◆ **WHAT NEEDS TO BE DONE**:
Return every line from the records below with the string "Suakasih".

◆ **EXTRACTED DATA**:
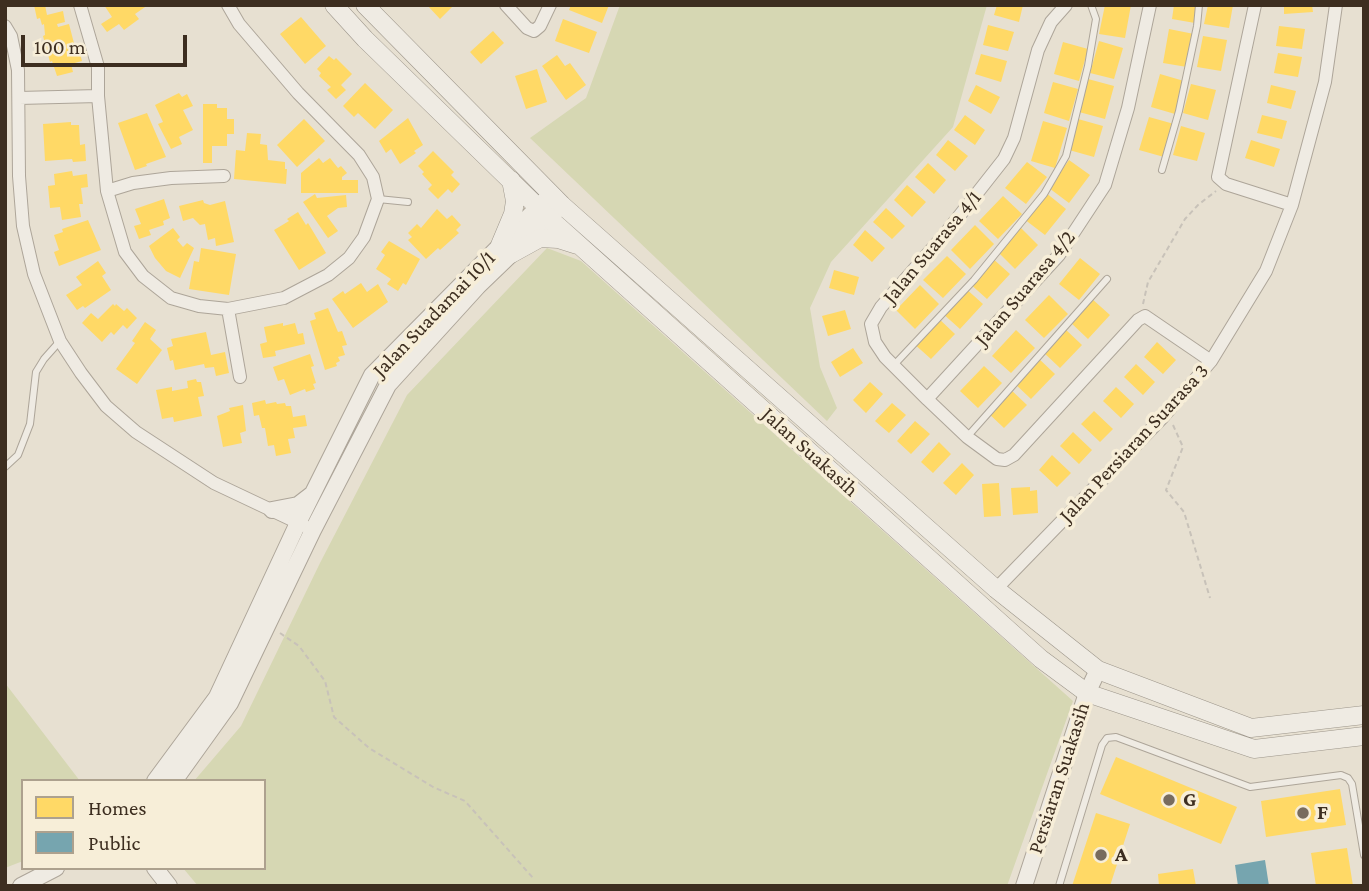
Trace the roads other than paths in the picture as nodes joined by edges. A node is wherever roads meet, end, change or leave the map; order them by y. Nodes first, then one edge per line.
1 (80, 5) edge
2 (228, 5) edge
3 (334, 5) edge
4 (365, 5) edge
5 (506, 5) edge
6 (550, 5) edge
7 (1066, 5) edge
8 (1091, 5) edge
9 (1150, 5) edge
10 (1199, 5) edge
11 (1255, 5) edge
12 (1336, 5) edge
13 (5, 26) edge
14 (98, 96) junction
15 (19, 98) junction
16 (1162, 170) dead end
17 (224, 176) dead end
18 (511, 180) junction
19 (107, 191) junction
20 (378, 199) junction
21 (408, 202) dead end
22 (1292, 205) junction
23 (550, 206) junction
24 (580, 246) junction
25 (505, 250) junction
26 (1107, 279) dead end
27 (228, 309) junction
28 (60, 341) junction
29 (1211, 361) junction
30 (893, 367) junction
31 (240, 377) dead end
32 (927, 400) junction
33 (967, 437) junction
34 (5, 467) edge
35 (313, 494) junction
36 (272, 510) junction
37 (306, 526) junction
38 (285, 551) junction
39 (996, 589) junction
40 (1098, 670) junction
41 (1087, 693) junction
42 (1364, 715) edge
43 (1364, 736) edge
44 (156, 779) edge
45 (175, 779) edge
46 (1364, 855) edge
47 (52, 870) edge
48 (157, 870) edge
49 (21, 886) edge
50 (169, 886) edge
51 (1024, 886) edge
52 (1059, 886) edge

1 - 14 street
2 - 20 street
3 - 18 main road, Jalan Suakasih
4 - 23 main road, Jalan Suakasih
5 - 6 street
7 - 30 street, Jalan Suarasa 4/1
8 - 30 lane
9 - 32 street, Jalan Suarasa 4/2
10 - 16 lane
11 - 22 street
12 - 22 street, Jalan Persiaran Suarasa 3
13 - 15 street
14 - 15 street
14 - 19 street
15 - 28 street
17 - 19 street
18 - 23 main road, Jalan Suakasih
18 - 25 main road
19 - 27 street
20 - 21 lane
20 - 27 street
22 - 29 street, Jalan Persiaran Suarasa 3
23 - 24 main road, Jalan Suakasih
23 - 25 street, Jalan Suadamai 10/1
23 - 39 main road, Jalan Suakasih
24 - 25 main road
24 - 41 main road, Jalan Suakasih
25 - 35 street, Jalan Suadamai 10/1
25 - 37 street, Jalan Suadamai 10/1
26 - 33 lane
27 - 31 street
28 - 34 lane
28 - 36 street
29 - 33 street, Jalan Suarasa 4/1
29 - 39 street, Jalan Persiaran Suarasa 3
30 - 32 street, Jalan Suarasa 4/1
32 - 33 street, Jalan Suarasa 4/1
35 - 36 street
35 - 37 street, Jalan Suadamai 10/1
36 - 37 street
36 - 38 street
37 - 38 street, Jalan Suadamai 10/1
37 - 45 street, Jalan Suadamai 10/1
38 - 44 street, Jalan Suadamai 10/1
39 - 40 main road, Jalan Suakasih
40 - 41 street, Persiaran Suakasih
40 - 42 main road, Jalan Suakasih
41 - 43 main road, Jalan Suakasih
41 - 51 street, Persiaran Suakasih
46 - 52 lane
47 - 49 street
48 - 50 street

◆ **RESULT FOR THIS TASK**:
3 - 18 main road, Jalan Suakasih
4 - 23 main road, Jalan Suakasih
18 - 23 main road, Jalan Suakasih
23 - 24 main road, Jalan Suakasih
23 - 39 main road, Jalan Suakasih
24 - 41 main road, Jalan Suakasih
39 - 40 main road, Jalan Suakasih
40 - 41 street, Persiaran Suakasih
40 - 42 main road, Jalan Suakasih
41 - 43 main road, Jalan Suakasih
41 - 51 street, Persiaran Suakasih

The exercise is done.